(Dataset entries)
===

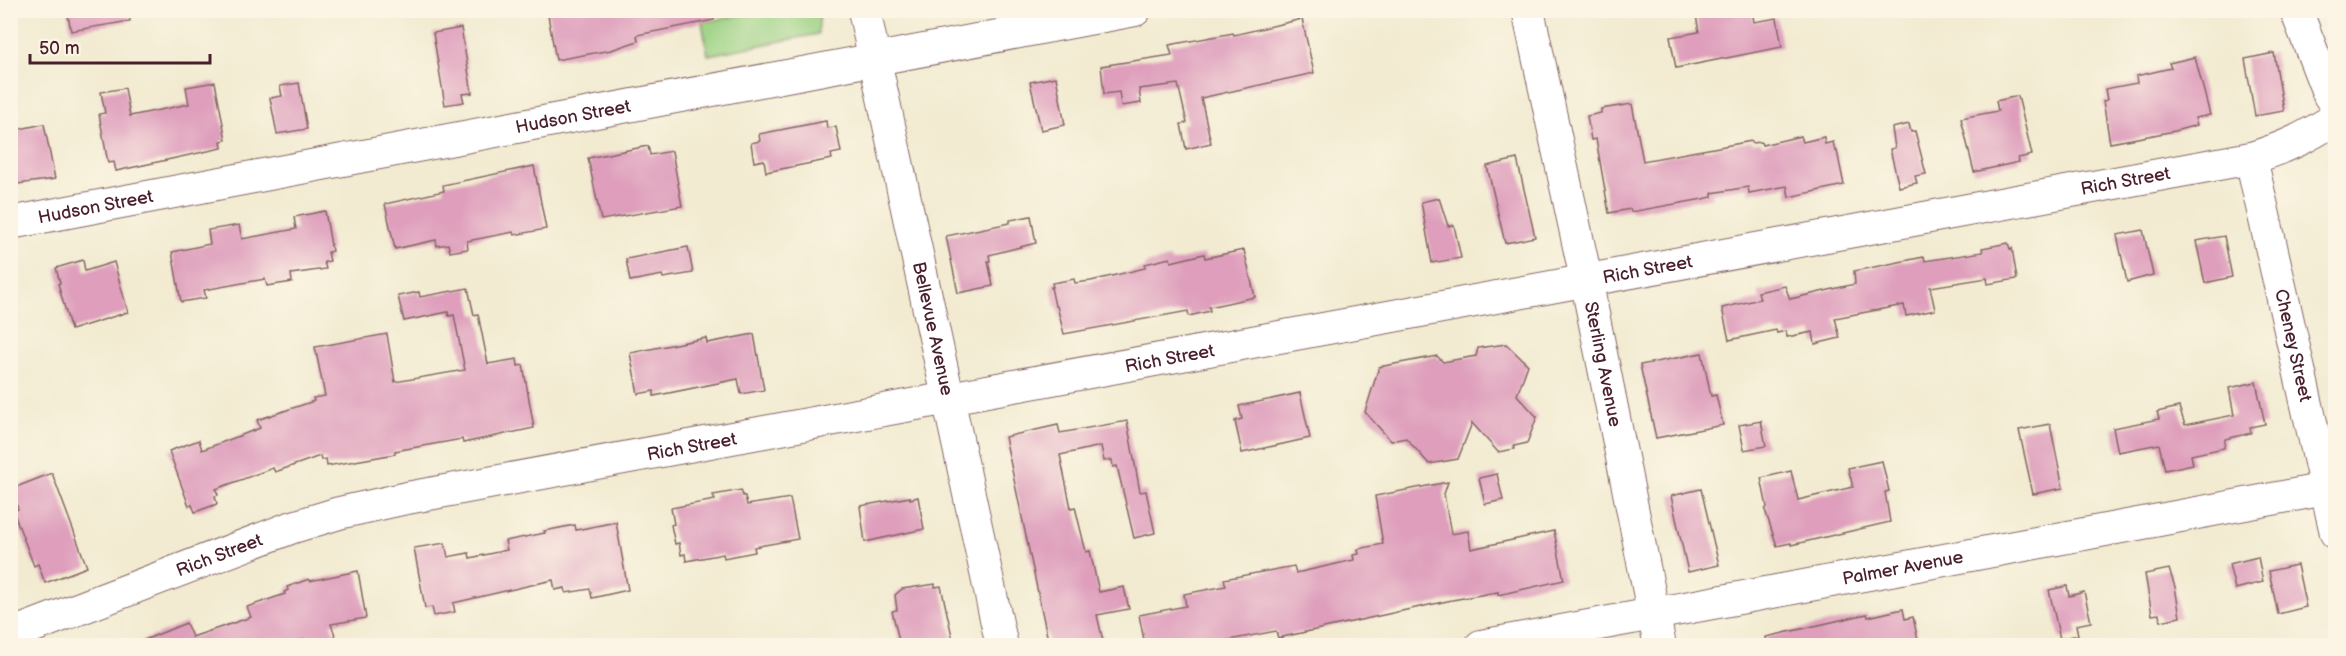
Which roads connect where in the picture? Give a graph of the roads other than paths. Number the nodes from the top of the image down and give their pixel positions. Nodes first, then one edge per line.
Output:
1 (864, 10) edge
2 (1135, 10) edge
3 (1528, 10) edge
4 (2296, 10) edge
5 (875, 60) junction
6 (2336, 105) edge
7 (2336, 118) edge
8 (2251, 158) junction
9 (10, 223) edge
10 (1586, 279) junction
11 (949, 401) junction
12 (2326, 489) junction
13 (2336, 533) edge
14 (1653, 613) junction
15 (10, 635) edge
16 (1002, 645) edge
17 (1481, 645) edge
18 (1660, 645) edge

1 - 5 street, Bellevue Avenue
2 - 5 street, Hudson Street
3 - 10 street, Sterling Avenue
4 - 6 street
5 - 9 street, Hudson Street
5 - 11 street, Bellevue Avenue
7 - 8 street, Rich Street
8 - 10 street, Rich Street
8 - 12 street, Cheney Street
10 - 11 street, Rich Street
10 - 14 street, Sterling Avenue
11 - 15 street, Rich Street
11 - 16 street, Bellevue Avenue
12 - 13 street, Cheney Street
12 - 14 street, Palmer Avenue
14 - 17 street, Palmer Avenue
14 - 18 street, Sterling Avenue

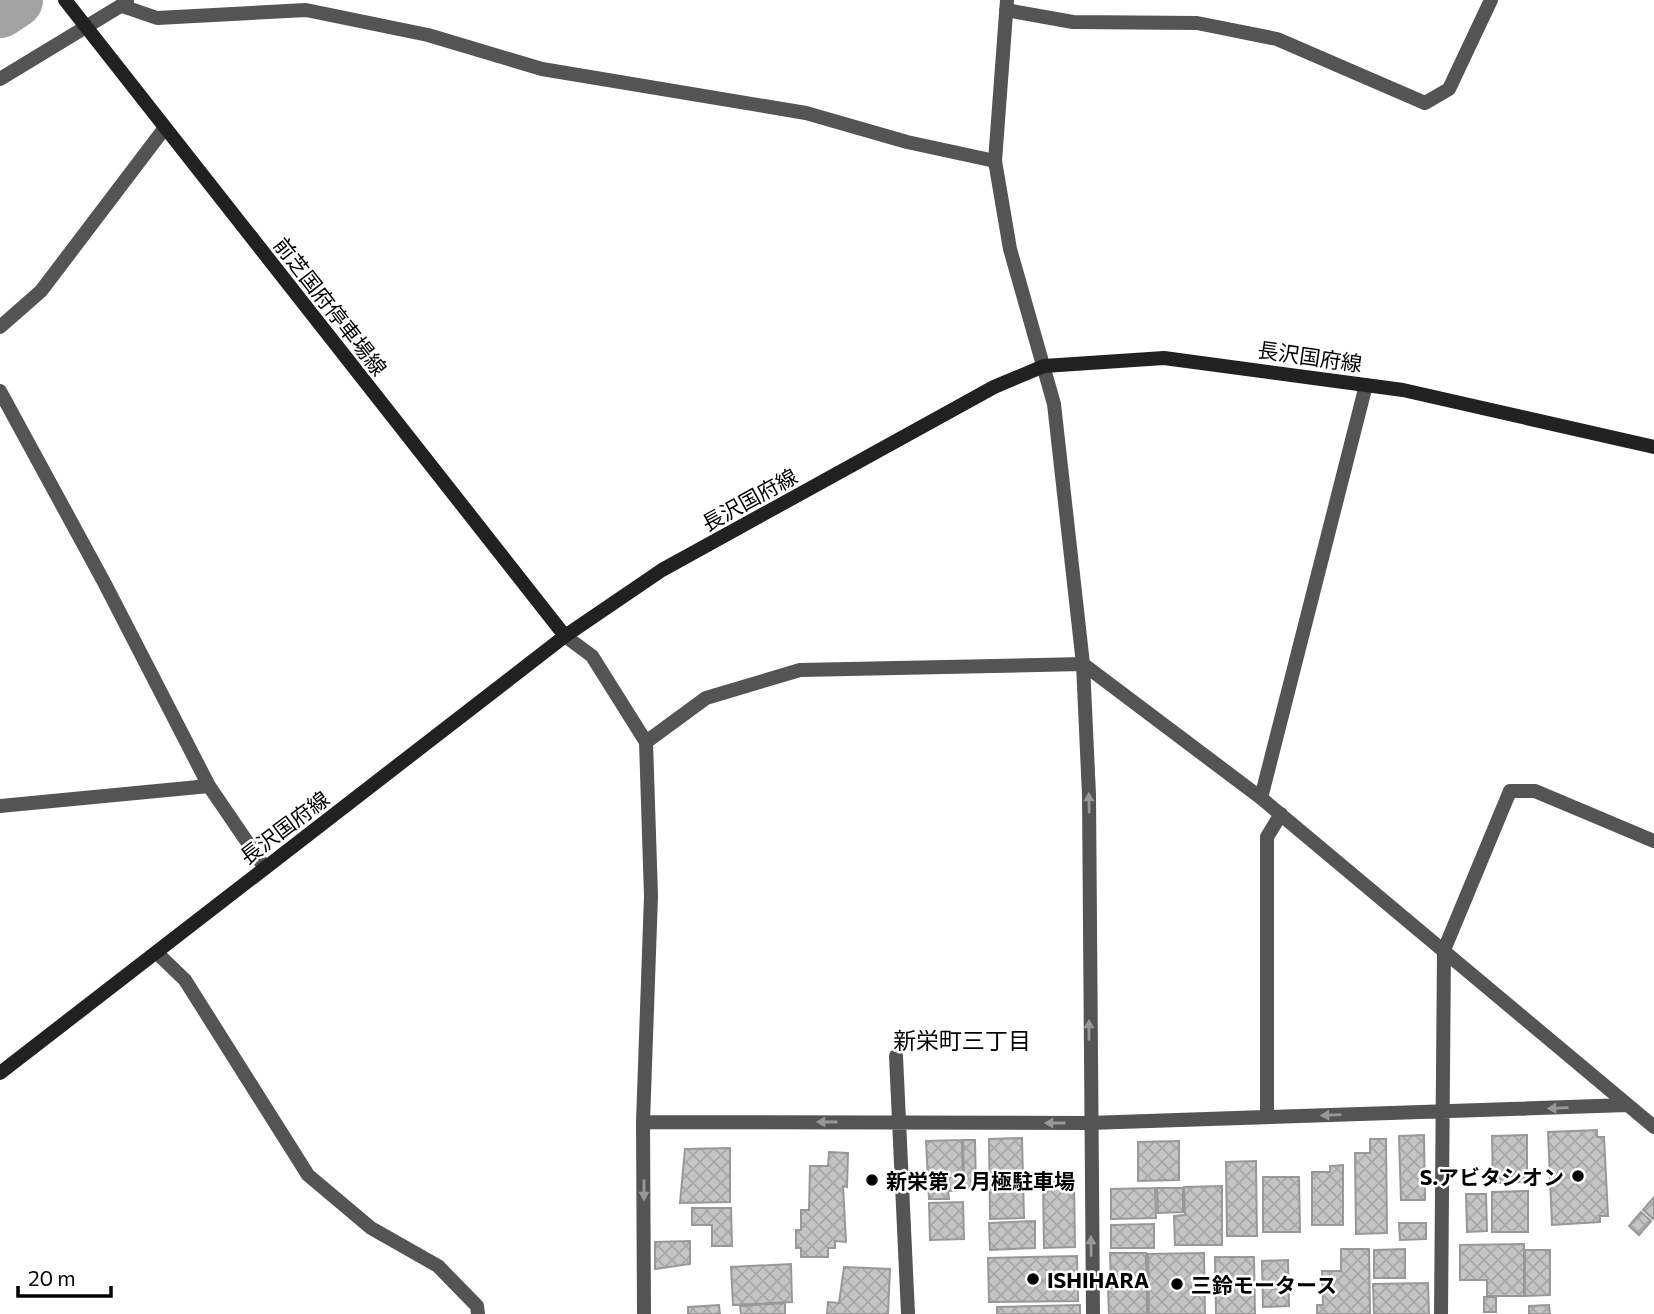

===

* _About this exercise_
Leave the images out and transcribe the remaining data above word for word.

* _Response to the task_
Which roads connect where in the picture? Give a graph of the roads other than paths. Number the nodes from the top of the image down and give their pixel positions. Nodes first, then one edge per line.
Output:
1 (864, 10) edge
2 (1135, 10) edge
3 (1528, 10) edge
4 (2296, 10) edge
5 (875, 60) junction
6 (2336, 105) edge
7 (2336, 118) edge
8 (2251, 158) junction
9 (10, 223) edge
10 (1586, 279) junction
11 (949, 401) junction
12 (2326, 489) junction
13 (2336, 533) edge
14 (1653, 613) junction
15 (10, 635) edge
16 (1002, 645) edge
17 (1481, 645) edge
18 (1660, 645) edge

1 - 5 street, Bellevue Avenue
2 - 5 street, Hudson Street
3 - 10 street, Sterling Avenue
4 - 6 street
5 - 9 street, Hudson Street
5 - 11 street, Bellevue Avenue
7 - 8 street, Rich Street
8 - 10 street, Rich Street
8 - 12 street, Cheney Street
10 - 11 street, Rich Street
10 - 14 street, Sterling Avenue
11 - 15 street, Rich Street
11 - 16 street, Bellevue Avenue
12 - 13 street, Cheney Street
12 - 14 street, Palmer Avenue
14 - 17 street, Palmer Avenue
14 - 18 street, Sterling Avenue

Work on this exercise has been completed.